Overview:

There are five available garbage collectors (GC) for Java Virtual Machines (JVM). Here are some quick lesions-learned on each GC engines:

  1. G1: is the default for Java 9 and newer. It’s the best choice for real-time applications with rapid vertical scaling. Some tests show that this is slower than Parallel GC, although Parallel is known to oversubscribe allotted RAM limits leading to application slowness.
  2. Parallel: is the default for Java 8 or older. this engine does everything at once which will result in random lags.

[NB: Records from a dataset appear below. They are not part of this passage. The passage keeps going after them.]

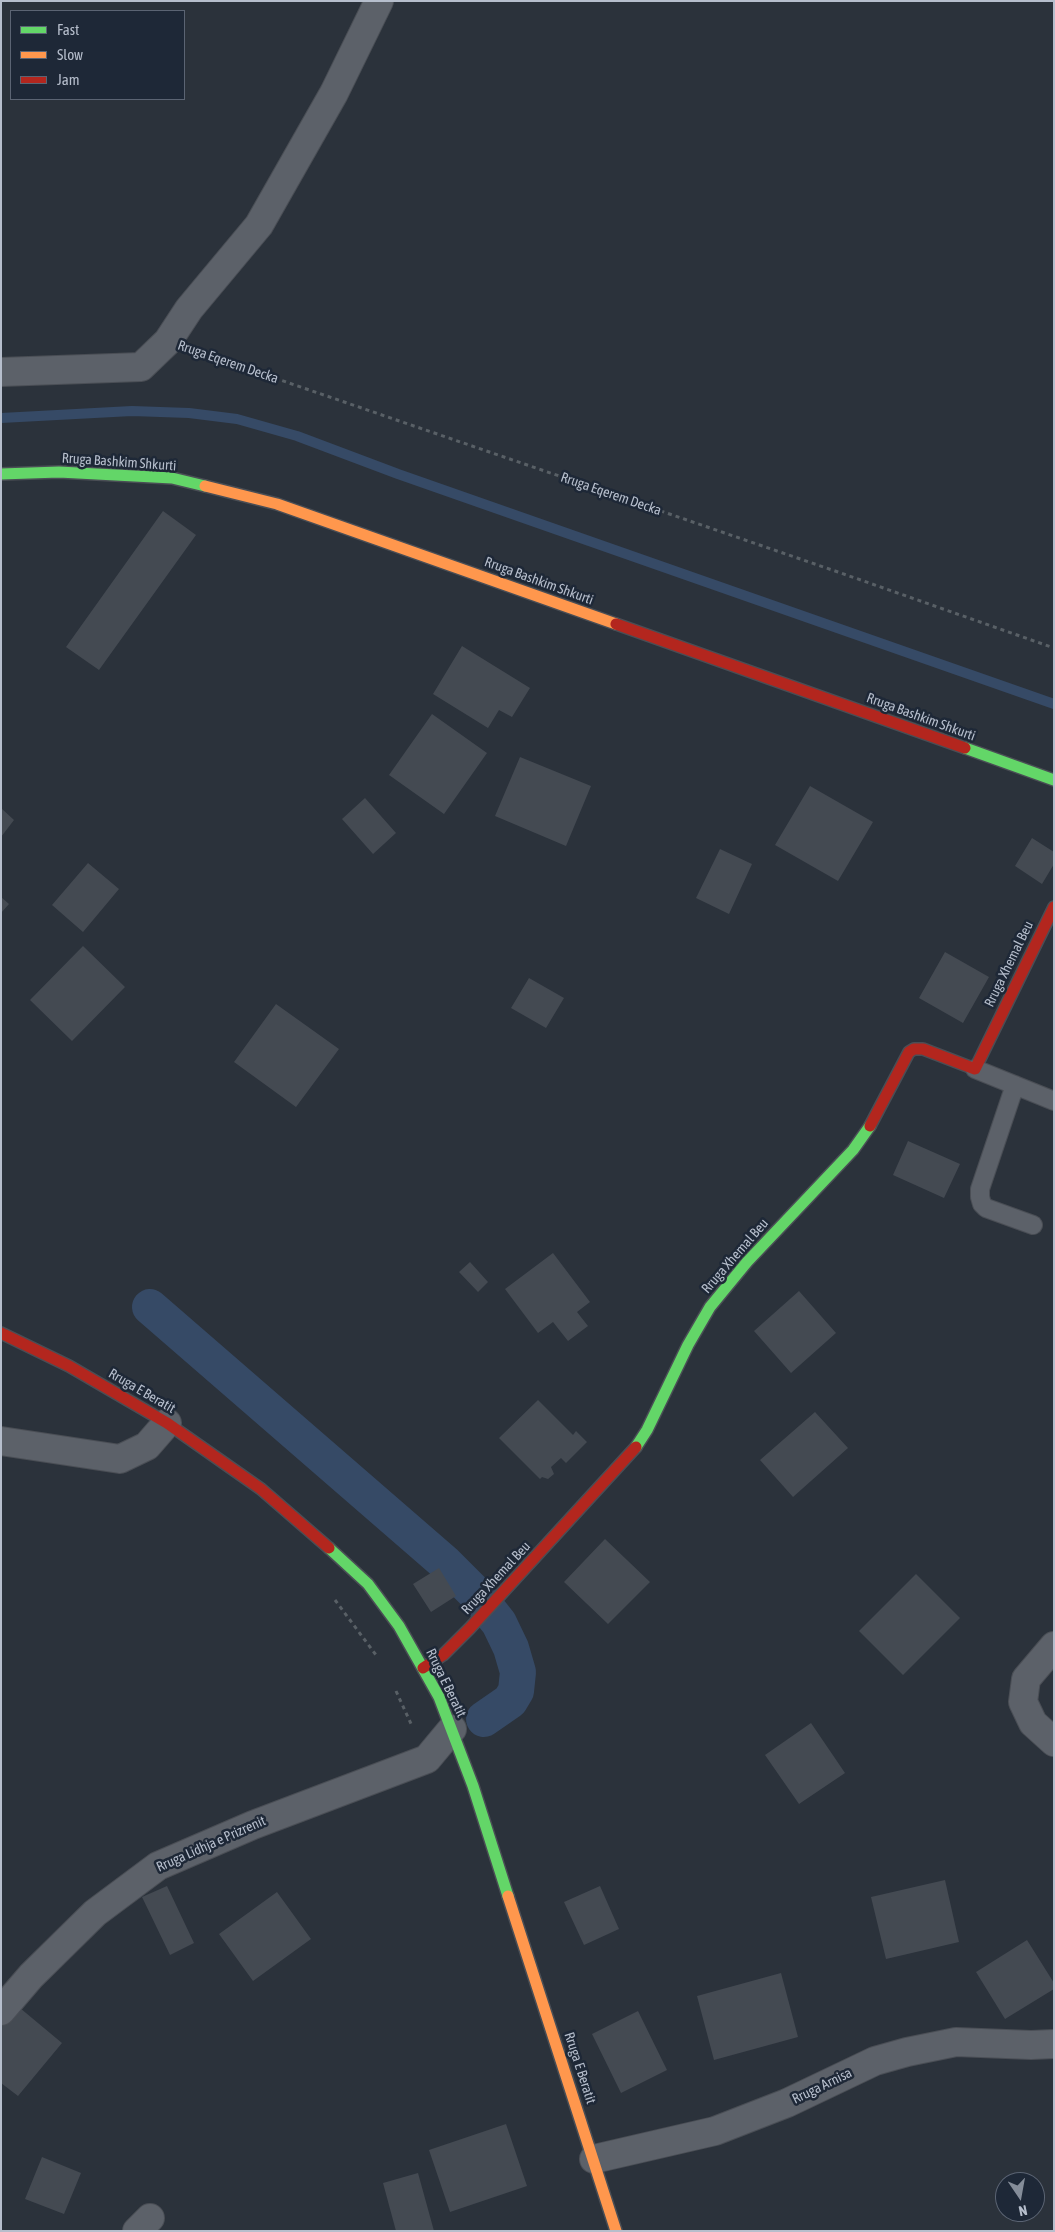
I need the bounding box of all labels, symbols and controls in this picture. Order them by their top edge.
legend [10,10,185,100]
text: Fast [57,21,79,38]
text: Slow [57,46,83,63]
text: Jam [57,71,80,88]
street label: Rruga Eqerem Decka [175,337,281,387]
street label: Rruga Bashkim Shkurti [61,450,177,474]
street label: Rruga Eqerem Decka [558,469,664,519]
street label: Rruga Bashkim Shkurti [482,553,596,609]
street label: Rruga Bashkim Shkurti [864,689,978,745]
street label: Rruga Xhemal Beu [981,918,1037,1010]
street label: Rruga Xhemal Beu [698,1215,772,1297]
street label: Rruga E Beratit [106,1365,178,1417]
street label: Rruga Xhemal Beu [458,1538,534,1618]
street label: Rruga E Beratit [422,1646,470,1720]
street label: Rruga Lidhja e Prizrenit [154,1812,268,1876]
street label: Rruga E Beratit [560,2030,600,2106]
street label: Rruga Arnisa [789,2064,855,2108]
north arrow [995,2172,1045,2222]
text: N [1017,2202,1029,2219]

It’s intended for Applications where throughput is the focus not real-time usage.
  3. ConcMarkSweep (CMS): is designed to eliminate the long pause associated with the full gc of parallel & serial collector. It’s similar to G1 by using multiple background threads to scan and clear heaps
  4. Serial: good for single virtual CPU machines. Nobody uses this GC nowadays
  5. Shenandoah: is available on JDK 12, a super low-latency GC that operates mostly concurrently with the application. It’s most apppriate for gambling, finance, and latency-sensitive interactive apps. This engine costs more CPU consumption than Parallel GC.
Practical Examples:

Similar to the process of SQL server performance tuning, Java memory allocation should be manually configured according to the host’s RAM availability to ensure machine up-time with performance consistency. Bottom line is that 4G should be allocated to JVM for servers with 12 GB or less, or 80% of available memory for servers with more than 12 GB. The most important points are setting explicit Garbage collection as G1, specifying low memory heap, adding a high reserve, etc.

12GB of RAM:

java.args=-server -Xms8G -Xmx8G -XX:+UseG1GC -XX:+ParallelRefProcEnabled -XX:MaxGCPauseMillis=200 -XX:+UnlockExperimentalVMOptions -XX:+DisableExplicitGC -XX:+AlwaysPreTouch -XX:G1NewSizePercent=30 -XX:G1MaxNewSizePercent=40 -XX:G1HeapRegionSize=8M -XX:G1ReservePercent=20 -XX:G1HeapWastePercent=5 -XX:G1MixedGCCountTarget=4 -XX:InitiatingHeapOccupancyPercent=15 -XX:G1MixedGCLiveThresholdPercent=90 -XX:G1RSetUpdatingPauseTimePercent=5 -XX:SurvivorRatio=32 -XX:+PerfDisableSharedMem -XX:MaxTenuringThreshold=1 nogui ... OTHER ARGS ...

16GB of RAM:

java.args=-server -Xms13107m -Xmx13107m -XX:+UseG1GC -XX:+ParallelRefProcEnabled -XX:MaxGCPauseMillis=200 -XX:+UnlockExperimentalVMOptions -XX:+DisableExplicitGC -XX:+AlwaysPreTouch -XX:G1NewSizePercent=40 -XX:G1MaxNewSizePercent=50 -XX:G1HeapRegionSize=16M -XX:G1ReservePercent=15 -XX:G1HeapWastePercent=5 -XX:G1MixedGCCountTarget=4 -XX:InitiatingHeapOccupancyPercent=20 -XX:G1MixedGCLiveThresholdPercent=90 -XX:G1RSetUpdatingPauseTimePercent=5 -XX:SurvivorRatio=32 -XX:+PerfDisableSharedMem -XX:MaxTenuringThreshold=1 nogui ... OTHER ARGS ...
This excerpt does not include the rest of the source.